At the same time, leading industrial economies such as the US, Britain, and France, have increasingly outsourced production and even so- me services, forcing the working class to either develop new skills or risk unemployment. Combined with ongoing automation and the digitalization of the global economy more generally, this has led to notable frustration from working class voters with both right-and left-wing politicians drawing attention to the phenomenon.
“In the next 30 to 40 years, globalization will empower 80 percent of countries, businesses and people that have not benefited from globalization. That’s because of the power of the internet and technology (…) “No-one can stop globalization, no-one can stop trade. If trade stops, the world stops. Trade is the way to dissolve the war, not cause the war.”
— 2017 Fortune Global Forum held in Guangzhou, capital of Guangdong province.
A fourth way?
Writing in Time magazine in May 2018, Ian Bremmer, president and founder of the political-risk consultancy Eurasia Group, listed five key factors in the decline of globalism: economics, society and culture, security, technology and filter bubbles (i.e. the Internet), and technology and automation.
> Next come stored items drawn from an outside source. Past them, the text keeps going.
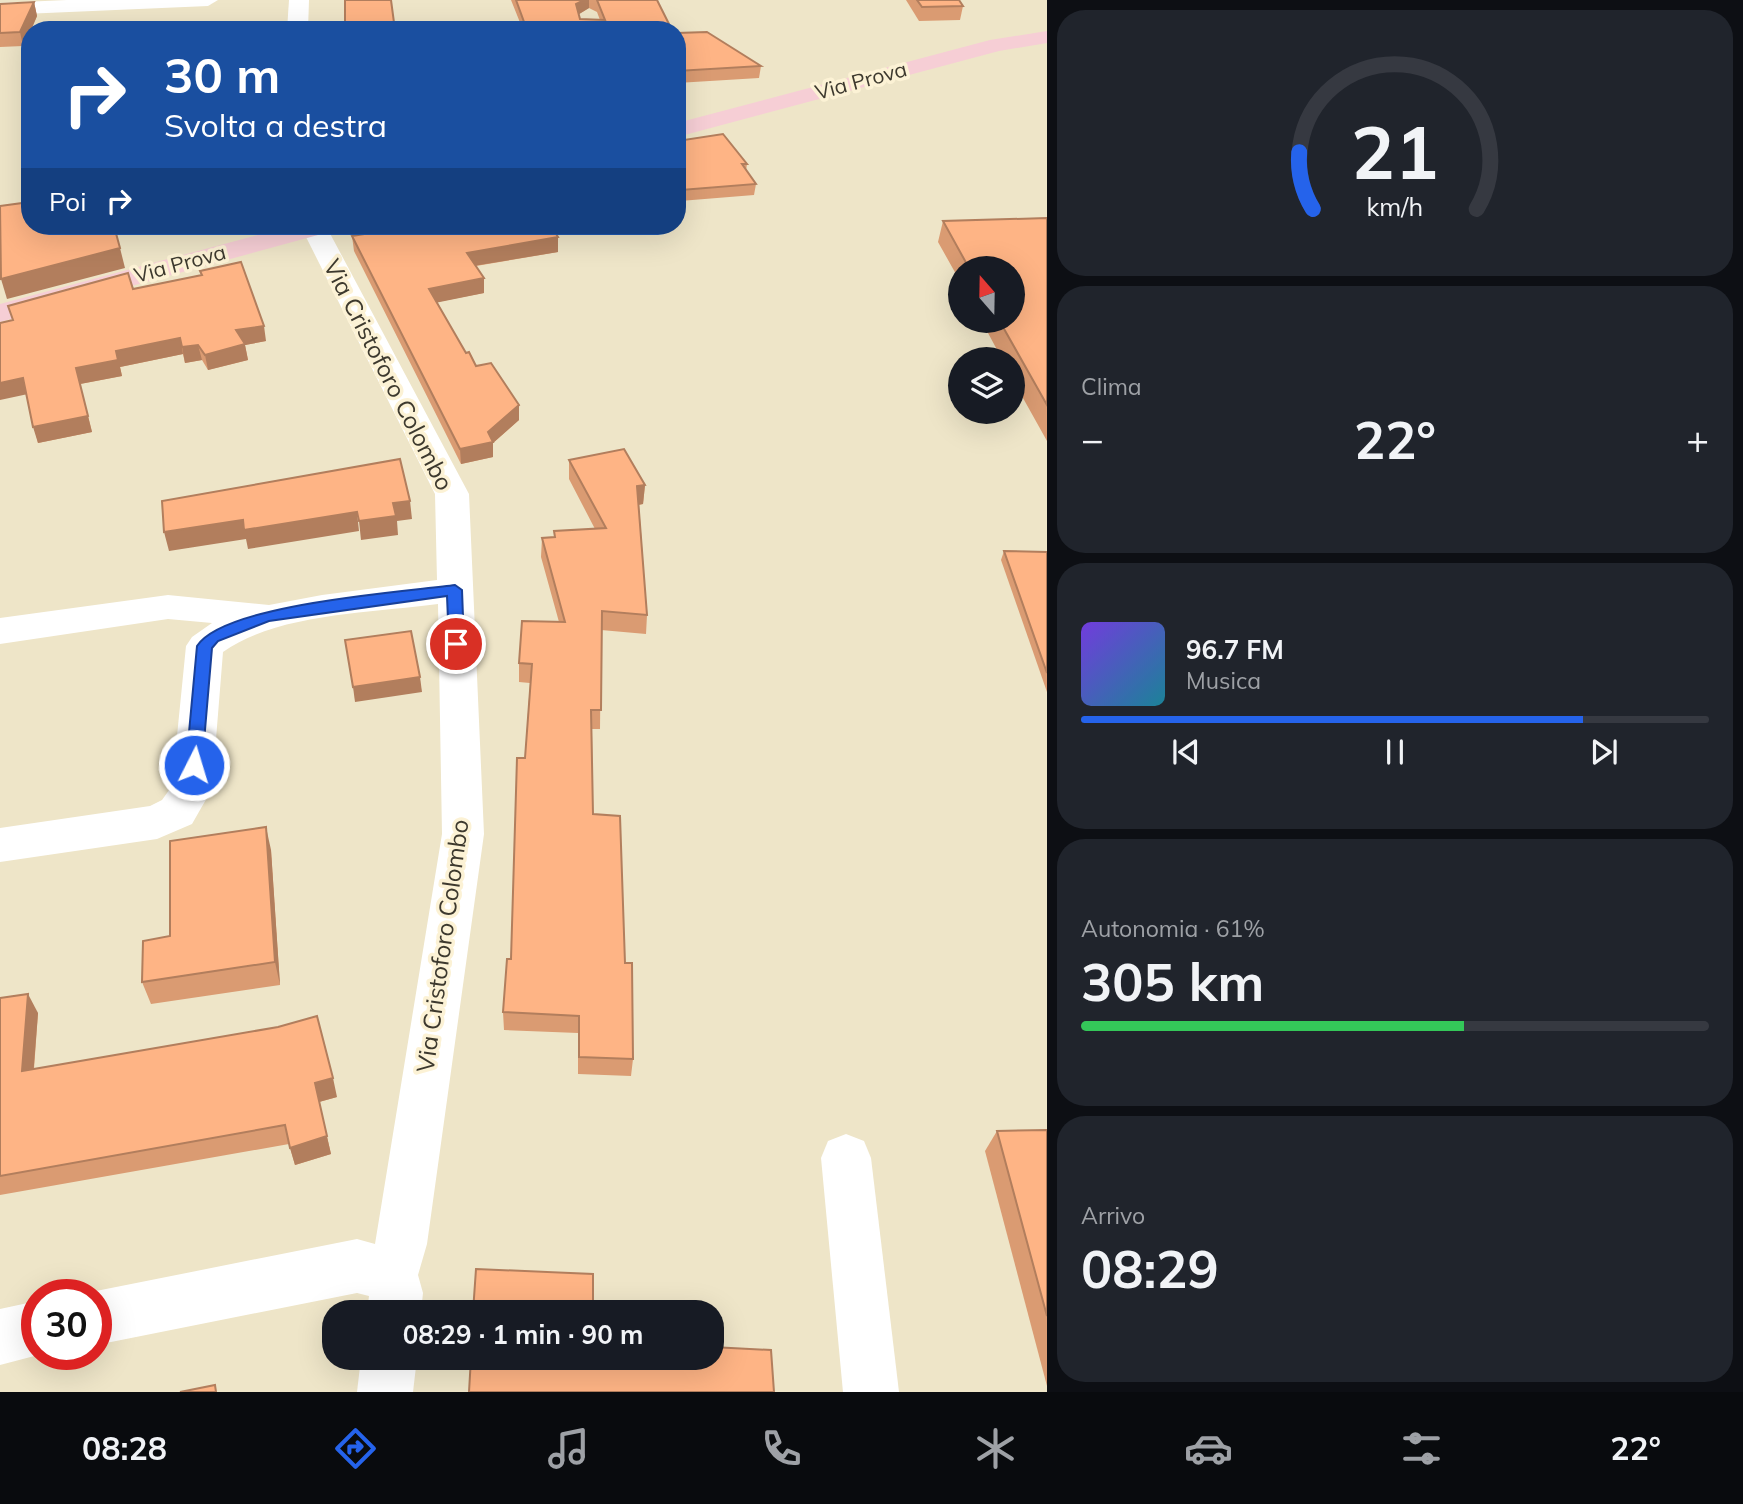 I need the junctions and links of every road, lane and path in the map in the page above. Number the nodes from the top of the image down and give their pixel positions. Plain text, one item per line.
1 (185, 0) edge
2 (208, 0) edge
3 (299, 0) edge
4 (0, 9) edge
5 (298, 21) edge
6 (1046, 37) edge
7 (686, 128) edge
8 (278, 235) edge
9 (307, 235) edge
10 (0, 313) edge
11 (455, 590) junction
12 (191, 607) junction
13 (268, 616) junction
14 (0, 631) edge
15 (205, 646) junction
16 (0, 845) edge
17 (846, 1158) dead end
18 (393, 1294) edge
19 (112, 1315) edge
20 (21, 1332) edge
21 (0, 1336) edge
22 (388, 1370) edge
23 (385, 1392) edge
24 (871, 1392) edge

1 - 2 street
1 - 4 street
3 - 5 street
6 - 7 main road, Via Prova
8 - 10 main road, Via Prova
9 - 11 street, Via Cristoforo Colombo
11 - 13 street
11 - 18 street, Via Cristoforo Colombo
12 - 13 street
12 - 14 street
12 - 15 street
13 - 15 street
15 - 16 street
17 - 24 street
18 - 19 street, Via Cristoforo Colombo
20 - 21 street
22 - 23 street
He argues that while free trade remains the best way to improve living standards around the world (citing a 700% increase in global GDP since 1980), “not all countries and peoples share in this virtuous cycle equally” and warns that “in today’s polarized environment, one global economic stumble may be enough to shatter our interconnected world completely.”
Leftist economist Thomas Piketty, author of the bestselling Capital in the Twenty-First Century, argued in a recent op-ed for The Guardian that globalization will only survive pending a rethink of its fundamental principles.
“As a matter of urgency, globalization must be fundamentally re-oriented. The main challenges of our times are the rise in inequality and global warming. We must therefore implement international treaties enabling us to respond to these challenges and to promote a model for fair and sustainable development”.
Harvard historian Niall Ferguson is more optimistic than the latter two, believing that “terrible simplifiers” like Trump, along with critics of populism itself, overstate the current level of instability in the world. Writing in political journal Horizons, Ferguson claimed: “What we most have to fear… is not therefore Armageddon, but something more prosaic: an attempt to reverse certain aspects of globalization, followed by disappointment when the snake oil does not really cure the patient’s ills, followed by the emergence of a new and ostensibly more progressive set of remedies for our current malaise.”
There are those who will continue to say that globalization also has failed. Yet the considerable benefits it has already brought to industrialized and developing countries alike must be taken into consideration. A cautious mix of free trade and government intervention is probably the most realistic path forward, yet for those left behind by the Third Way economics of recent decades, it may not be enough, and populists from both sides of the political spectrum are lurking.